The study shows that electrolysis, combined with use of hydrogen in the transport sector or in the chemical industry, will become a key element of the future energy supply. The installed electrolyzer capacity in 2045 shall lie between 40 and 160 GWel. Due to the strong electrification of the consumption sectors and sector integration, the primary energy supply decreases significantly from 3300 TWh today to 1850 TWh (Sufficiency) and 2450 TWh (Persistence) by 2045. More efficient energy use, achieved, for example, through building energy retrofits and environmentally conscious behavior, further reduces the amount of technical equipment required and the accompanying costs.
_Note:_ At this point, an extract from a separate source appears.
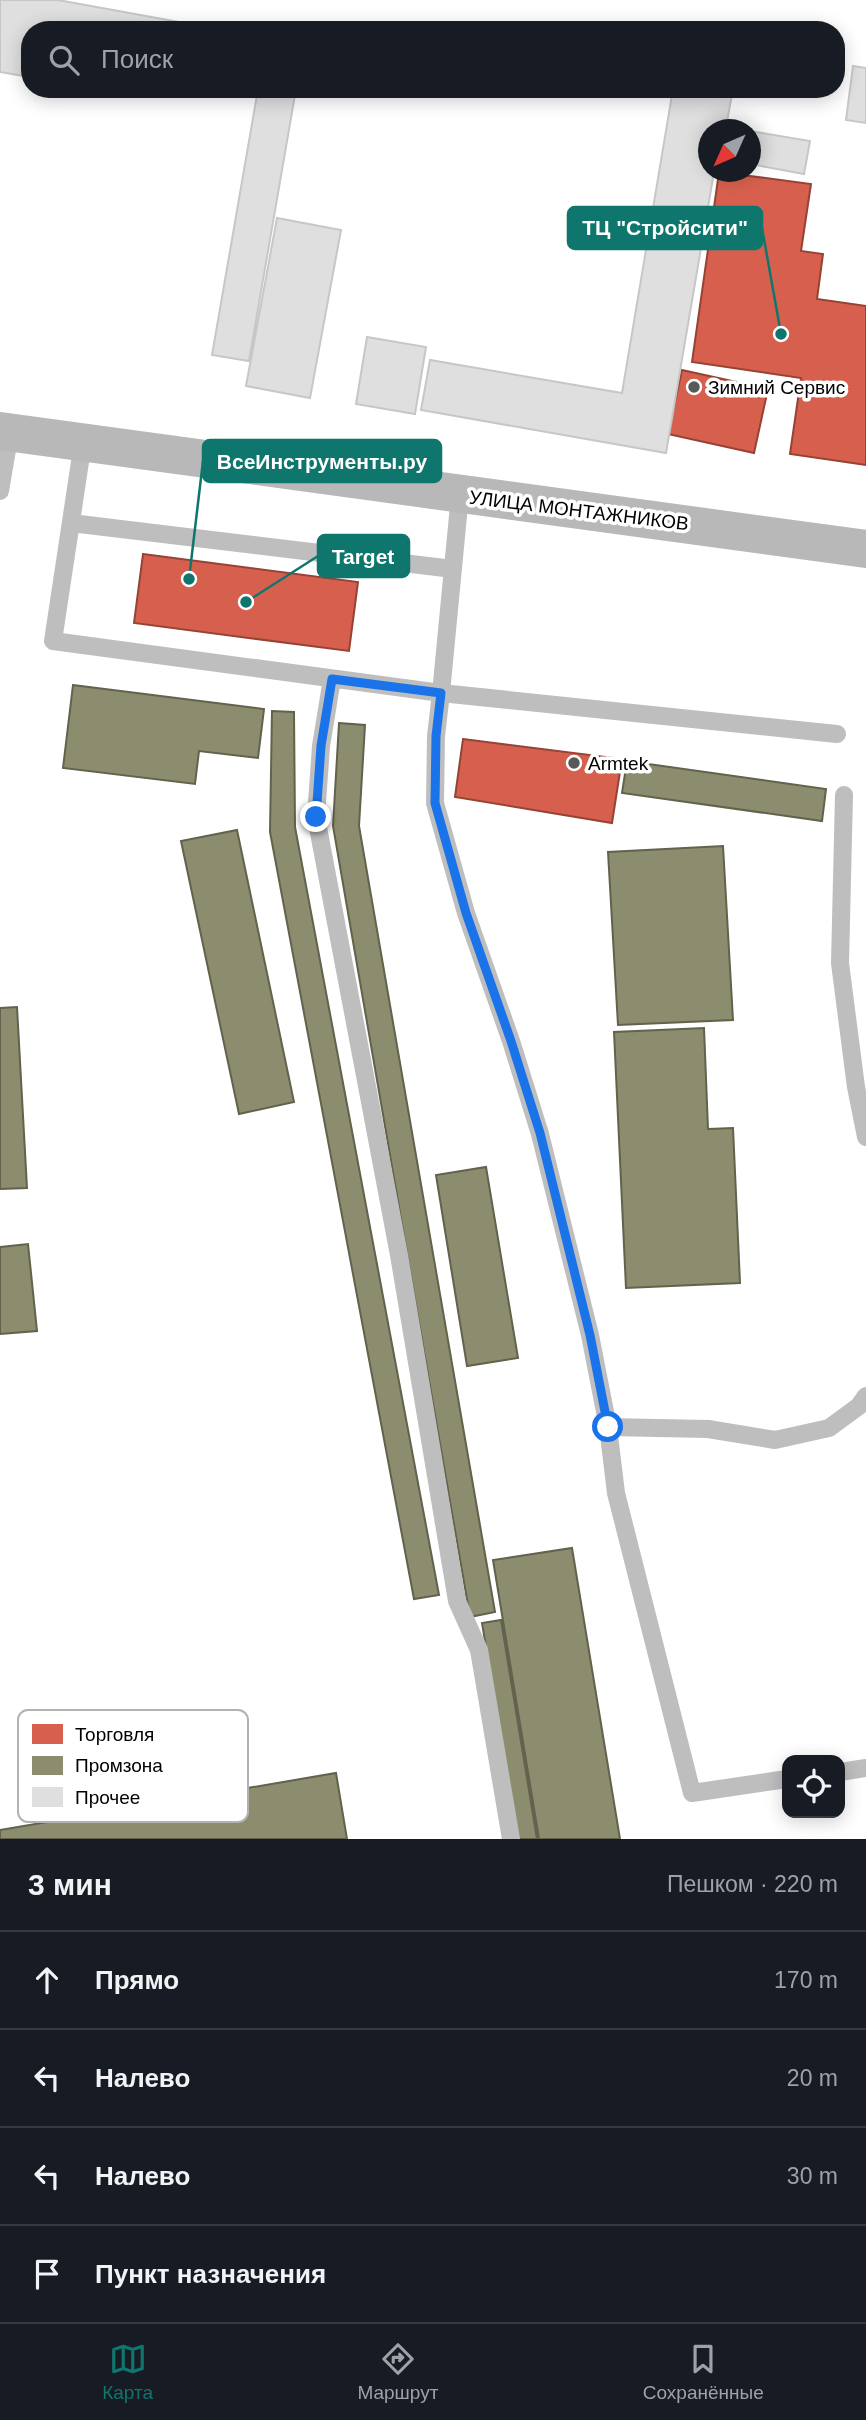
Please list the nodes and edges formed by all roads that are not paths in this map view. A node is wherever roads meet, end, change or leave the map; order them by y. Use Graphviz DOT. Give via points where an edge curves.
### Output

"With the adjusted climate protection targets set down by the German government in 2021, twenty-four years remain to carry out the energy system transition in Germany. The shortened time period means that the existing framework conditions will have an even greater influence on the path to climate neutrality. The results of our study underline that societal behavior has an enormous impact on the amount of effort needed to achieve a carbon-neutral energy supply," explains Prof. Hans-Martin Henning, institute director of Fraunhofer ISE.